A hate campaign is originally developed someone that simply put a few things together and discovered something a leftist is doing. Once exposed, it gains some traction, more people see and hear about it. Suddenly they get harrassed into the ground by every friend and outlet of the discovered leftist, who lies about the things exposed.
Nevermind what was exposed, you just have to believe all the liars who cover for each other, and definitely are telling the truth this time. Don't look into it any further, you'll just see more and more connections, and that everyone is a vile sack of rotting flesh hiding behind a mask of tolerance and acceptance.
Remember that even the wikileaks founder said we were on to something during GG, and that it goes all the way to the top.
Anything which gains traction against leftist narratives.
It's anything your average shitheel liberal doesn't like. So in current year, everything.

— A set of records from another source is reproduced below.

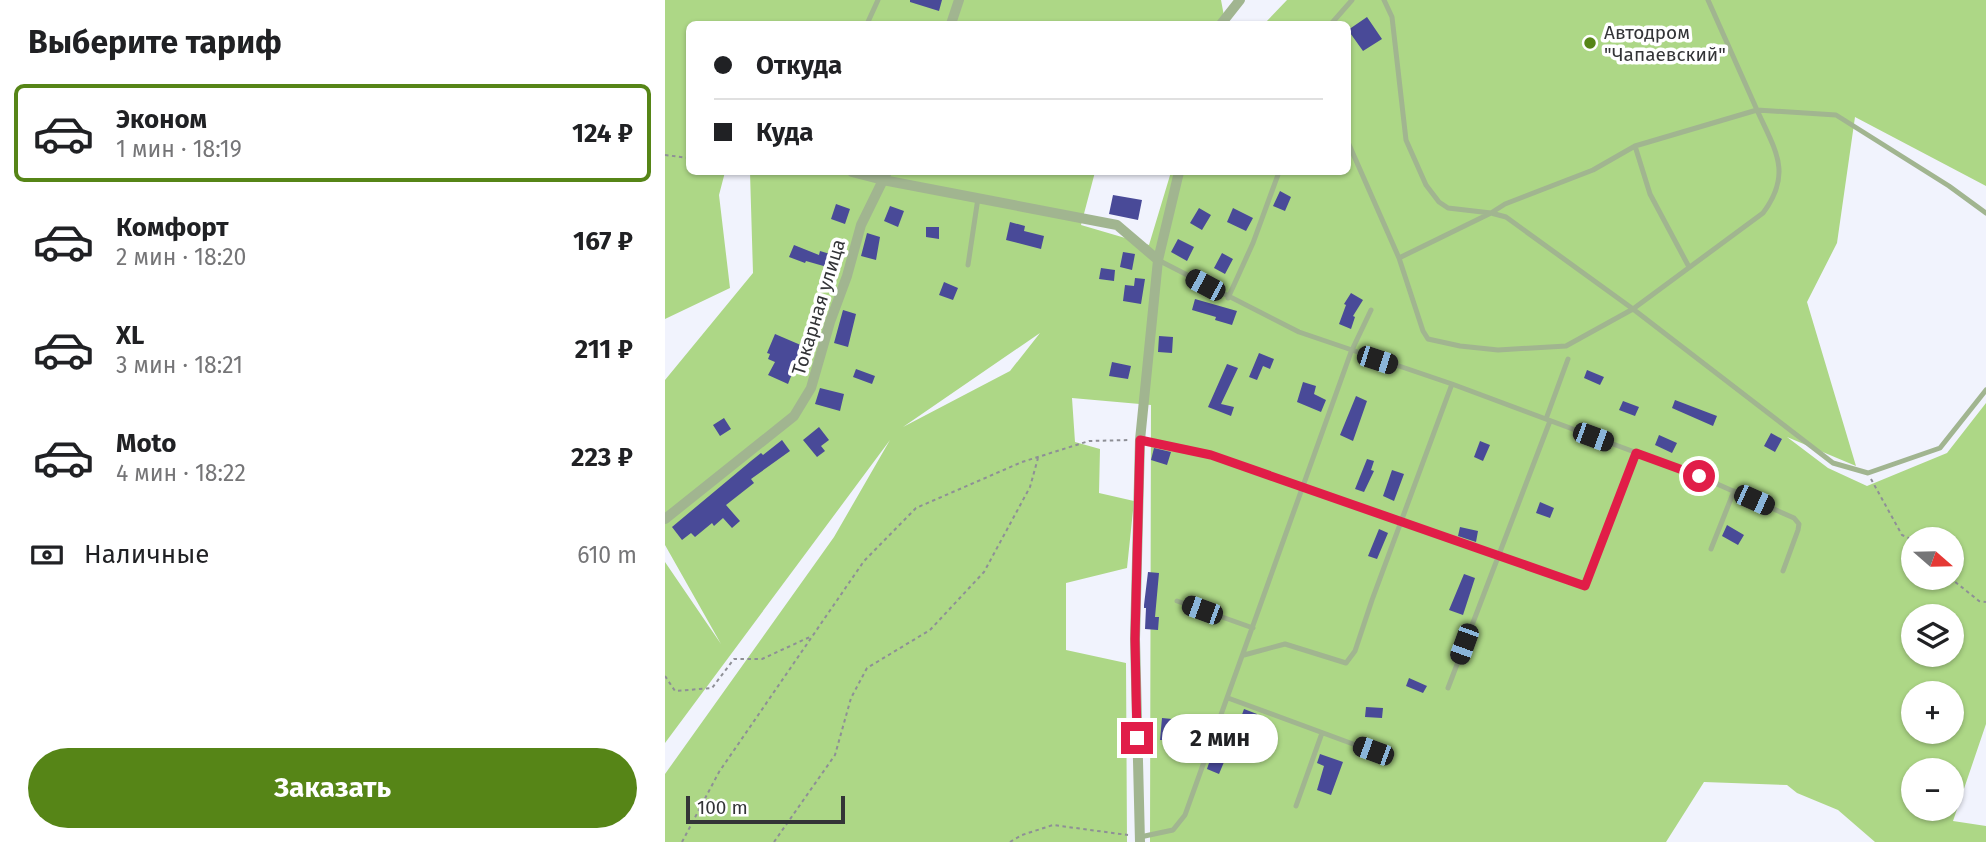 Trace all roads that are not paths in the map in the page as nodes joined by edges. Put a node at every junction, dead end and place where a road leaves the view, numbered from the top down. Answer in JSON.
{"nodes":[{"id":1,"x":878,"y":0,"type":"edge"},
{"id":2,"x":960,"y":0,"type":"edge"},
{"id":3,"x":1240,"y":0,"type":"edge"},
{"id":4,"x":1352,"y":0,"type":"edge"},
{"id":5,"x":1384,"y":0,"type":"edge"},
{"id":6,"x":1708,"y":0,"type":"edge"},
{"id":7,"x":868,"y":21,"type":"edge"},
{"id":8,"x":952,"y":21,"type":"edge"},
{"id":9,"x":1222,"y":21,"type":"edge"},
{"id":10,"x":1334,"y":21,"type":"edge"},
{"id":11,"x":1756,"y":110,"type":"junction"},
{"id":12,"x":1635,"y":146,"type":"junction"},
{"id":13,"x":1351,"y":149,"type":"edge"},
{"id":14,"x":1178,"y":175,"type":"edge"},
{"id":15,"x":1278,"y":175,"type":"edge"},
{"id":16,"x":885,"y":176,"type":"edge"},
{"id":17,"x":978,"y":198,"type":"junction"},
{"id":18,"x":1491,"y":213,"type":"junction"},
{"id":19,"x":1986,"y":213,"type":"edge"},
{"id":20,"x":1398,"y":258,"type":"junction"},
{"id":21,"x":1158,"y":260,"type":"junction"},
{"id":22,"x":968,"y":265,"type":"dead end"},
{"id":23,"x":1689,"y":267,"type":"junction"},
{"id":24,"x":1228,"y":298,"type":"junction"},
{"id":25,"x":1633,"y":309,"type":"junction"},
{"id":26,"x":1371,"y":310,"type":"dead end"},
{"id":27,"x":1352,"y":352,"type":"junction"},
{"id":28,"x":1568,"y":359,"type":"dead end"},
{"id":29,"x":1452,"y":384,"type":"junction"},
{"id":30,"x":1986,"y":390,"type":"edge"},
{"id":31,"x":1548,"y":420,"type":"junction"},
{"id":32,"x":1140,"y":440,"type":"junction"},
{"id":33,"x":1636,"y":453,"type":"junction"},
{"id":34,"x":1303,"y":486,"type":"junction"},
{"id":35,"x":1734,"y":491,"type":"junction"},
{"id":36,"x":665,"y":519,"type":"edge"},
{"id":37,"x":1401,"y":520,"type":"junction"},
{"id":38,"x":1711,"y":550,"type":"dead end"},
{"id":39,"x":1497,"y":554,"type":"junction"},
{"id":40,"x":1783,"y":571,"type":"dead end"},
{"id":41,"x":1177,"y":601,"type":"dead end"},
{"id":42,"x":1253,"y":628,"type":"junction"},
{"id":43,"x":1244,"y":654,"type":"junction"},
{"id":44,"x":1448,"y":688,"type":"dead end"},
{"id":45,"x":1228,"y":698,"type":"junction"},
{"id":46,"x":1322,"y":733,"type":"junction"},
{"id":47,"x":1373,"y":751,"type":"dead end"},
{"id":48,"x":1296,"y":806,"type":"dead end"},
{"id":49,"x":1140,"y":839,"type":"edge"}],
"edges":[{"from":1,"to":7,"type":"lane"},
{"from":2,"to":8,"type":"street"},
{"from":3,"to":9,"type":"street"},
{"from":4,"to":10,"type":"lane"},
{"from":5,"to":18,"type":"lane"},
{"from":6,"to":11,"type":"lane"},
{"from":11,"to":12,"type":"lane"},
{"from":11,"to":19,"type":"lane"},
{"from":11,"to":23,"type":"lane"},
{"from":12,"to":18,"type":"lane"},
{"from":12,"to":23,"type":"lane"},
{"from":13,"to":20,"type":"lane"},
{"from":14,"to":21,"type":"street"},
{"from":15,"to":24,"type":"lane"},
{"from":16,"to":17,"type":"street"},
{"from":16,"to":36,"type":"street","name":"Токарная улица"},
{"from":17,"to":21,"type":"street"},
{"from":17,"to":22,"type":"lane"},
{"from":18,"to":20,"type":"lane"},
{"from":18,"to":25,"type":"lane"},
{"from":20,"to":25,"type":"lane"},
{"from":21,"to":24,"type":"lane"},
{"from":21,"to":32,"type":"street"},
{"from":23,"to":25,"type":"lane"},
{"from":24,"to":27,"type":"lane"},
{"from":25,"to":30,"type":"lane"},
{"from":26,"to":27,"type":"lane"},
{"from":27,"to":29,"type":"lane"},
{"from":27,"to":34,"type":"lane"},
{"from":28,"to":31,"type":"lane"},
{"from":29,"to":31,"type":"lane"},
{"from":29,"to":37,"type":"lane"},
{"from":31,"to":33,"type":"lane"},
{"from":31,"to":39,"type":"lane"},
{"from":32,"to":34,"type":"lane"},
{"from":32,"to":49,"type":"street"},
{"from":33,"to":35,"type":"lane"},
{"from":33,"to":39,"type":"lane"},
{"from":34,"to":37,"type":"lane"},
{"from":34,"to":42,"type":"lane"},
{"from":35,"to":38,"type":"lane"},
{"from":35,"to":40,"type":"lane"},
{"from":37,"to":39,"type":"lane"},
{"from":37,"to":43,"type":"lane"},
{"from":39,"to":44,"type":"lane"},
{"from":41,"to":42,"type":"lane"},
{"from":42,"to":43,"type":"lane"},
{"from":43,"to":45,"type":"lane"},
{"from":45,"to":46,"type":"lane"},
{"from":45,"to":49,"type":"lane"},
{"from":46,"to":47,"type":"lane"},
{"from":46,"to":48,"type":"lane"}]}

Obviously a hate campaign is based on hate facts. A hate fact is any fact inconvenient to the narrative.
they should be on their knees, ugly crying, thanking us for keeping it at words.
the phrase implies a campaign of specific and unrelenting harassment, where people go out of their way to bully the target unreasonably.
Of course, the reality is that people learned that SBI exists and weren't happy about what they do. SBI keeps trying to do damage control, and people keep responding to their nonsense. it would have all just blown over until people posted them essentially pulling off a protection racket, and now all of a sudden they need the journalist class to run interference for them because they might actually face legal action.
unrelenting harassment, bully and unreasonably are unfortunately relative terms.
A hate campaign is any popular sentiment that wokeydokes find disagreeable.